Protest auch in Stuttgart: Am Samstag demonstrierten mehrere Hundert Menschen in der City gegen den türkischen Präsidenten Erdoğan. Foto: Lichtgut/Ferdinando Iannone

Das Echo in der deutsch-türkischen Community auf die Massenproteste in der Türkei fällt unterschiedlich aus: Viele halten sich raus, doch etliche sprechen auch offen aus, was sie denken.

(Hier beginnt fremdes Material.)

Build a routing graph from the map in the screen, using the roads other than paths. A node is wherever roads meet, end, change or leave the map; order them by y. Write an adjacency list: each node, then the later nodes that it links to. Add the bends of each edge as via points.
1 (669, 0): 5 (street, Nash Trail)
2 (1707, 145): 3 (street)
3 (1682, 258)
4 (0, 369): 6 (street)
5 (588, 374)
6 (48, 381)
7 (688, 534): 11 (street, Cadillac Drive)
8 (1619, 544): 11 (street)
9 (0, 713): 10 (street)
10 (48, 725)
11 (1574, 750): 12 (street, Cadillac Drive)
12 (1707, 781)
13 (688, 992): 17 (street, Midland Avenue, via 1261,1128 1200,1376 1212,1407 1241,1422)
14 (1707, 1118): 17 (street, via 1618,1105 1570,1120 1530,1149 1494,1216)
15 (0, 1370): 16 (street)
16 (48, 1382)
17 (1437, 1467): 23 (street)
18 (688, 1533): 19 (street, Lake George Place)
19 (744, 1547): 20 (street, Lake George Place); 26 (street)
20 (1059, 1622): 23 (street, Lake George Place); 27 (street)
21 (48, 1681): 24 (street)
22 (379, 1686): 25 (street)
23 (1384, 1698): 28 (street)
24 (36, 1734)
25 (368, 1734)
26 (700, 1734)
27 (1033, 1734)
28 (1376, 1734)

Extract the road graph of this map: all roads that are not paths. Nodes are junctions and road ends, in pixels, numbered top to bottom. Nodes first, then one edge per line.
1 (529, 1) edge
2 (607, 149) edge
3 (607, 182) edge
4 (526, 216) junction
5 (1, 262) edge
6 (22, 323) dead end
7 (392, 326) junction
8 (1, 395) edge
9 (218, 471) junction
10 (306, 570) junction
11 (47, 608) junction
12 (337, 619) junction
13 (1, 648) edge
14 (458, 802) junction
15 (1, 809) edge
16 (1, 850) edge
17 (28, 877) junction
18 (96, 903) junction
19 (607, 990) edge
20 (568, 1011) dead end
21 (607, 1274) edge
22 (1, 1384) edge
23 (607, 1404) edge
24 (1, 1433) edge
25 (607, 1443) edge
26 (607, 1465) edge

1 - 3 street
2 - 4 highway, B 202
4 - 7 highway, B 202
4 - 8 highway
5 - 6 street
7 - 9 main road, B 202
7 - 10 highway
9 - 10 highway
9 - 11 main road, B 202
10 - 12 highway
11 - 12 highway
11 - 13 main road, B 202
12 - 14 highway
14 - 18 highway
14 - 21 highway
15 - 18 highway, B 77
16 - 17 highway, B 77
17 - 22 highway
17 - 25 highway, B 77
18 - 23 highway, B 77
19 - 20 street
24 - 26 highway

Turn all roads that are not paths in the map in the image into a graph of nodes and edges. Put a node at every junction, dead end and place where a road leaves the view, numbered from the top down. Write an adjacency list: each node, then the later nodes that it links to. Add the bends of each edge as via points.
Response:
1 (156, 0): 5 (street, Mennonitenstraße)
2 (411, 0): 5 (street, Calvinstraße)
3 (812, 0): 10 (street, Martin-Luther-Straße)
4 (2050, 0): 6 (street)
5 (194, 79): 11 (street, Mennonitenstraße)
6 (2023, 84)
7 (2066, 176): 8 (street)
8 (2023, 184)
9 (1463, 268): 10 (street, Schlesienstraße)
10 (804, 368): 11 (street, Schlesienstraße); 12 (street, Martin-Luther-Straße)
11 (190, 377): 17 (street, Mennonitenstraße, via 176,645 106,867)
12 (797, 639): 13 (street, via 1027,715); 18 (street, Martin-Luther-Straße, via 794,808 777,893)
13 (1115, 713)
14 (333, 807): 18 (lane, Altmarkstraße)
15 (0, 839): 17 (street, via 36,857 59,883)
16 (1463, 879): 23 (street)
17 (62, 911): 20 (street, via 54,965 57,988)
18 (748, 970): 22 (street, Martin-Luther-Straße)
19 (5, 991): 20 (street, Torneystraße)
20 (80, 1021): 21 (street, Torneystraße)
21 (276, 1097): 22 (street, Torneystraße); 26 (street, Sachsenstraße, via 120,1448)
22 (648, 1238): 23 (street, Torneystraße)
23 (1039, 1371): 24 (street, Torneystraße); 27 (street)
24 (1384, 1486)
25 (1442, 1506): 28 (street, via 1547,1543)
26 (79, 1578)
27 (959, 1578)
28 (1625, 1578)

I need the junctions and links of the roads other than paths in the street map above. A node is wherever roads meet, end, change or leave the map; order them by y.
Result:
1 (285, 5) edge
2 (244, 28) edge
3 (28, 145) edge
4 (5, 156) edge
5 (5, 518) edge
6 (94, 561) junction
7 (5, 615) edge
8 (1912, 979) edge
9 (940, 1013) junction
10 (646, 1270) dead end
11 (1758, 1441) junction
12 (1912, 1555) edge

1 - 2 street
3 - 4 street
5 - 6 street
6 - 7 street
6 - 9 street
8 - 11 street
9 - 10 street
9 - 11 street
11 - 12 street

Die Bilder aus Instanbul gehen um die Welt. Am Wochenende demonstrierten dort Hunderttausende gegen den seit 2014 amtierenden türkischen Präsidenten Recep Tayyip Erdoğan, den sie für den Urheber der Verhaftung des Istanbuler Bürgermeisters Ekrem İmamoğlu halten . Die Bilder, die gleichzeitig in Stuttgart zu beobachten waren, sind dagegen überschaubar. Doch auch hier gingen am Samstag mehrere Hundert Menschen auf die Straße, um ihre Solidarität mit den Protestierenden in der Türkei auszudrücken. Dazu aufgerufen hatte der Verein CHP Württemberg. Er vertritt die Interessen der größten Oppositionspartei in der Türkei, der auch İmamoğlu angehört.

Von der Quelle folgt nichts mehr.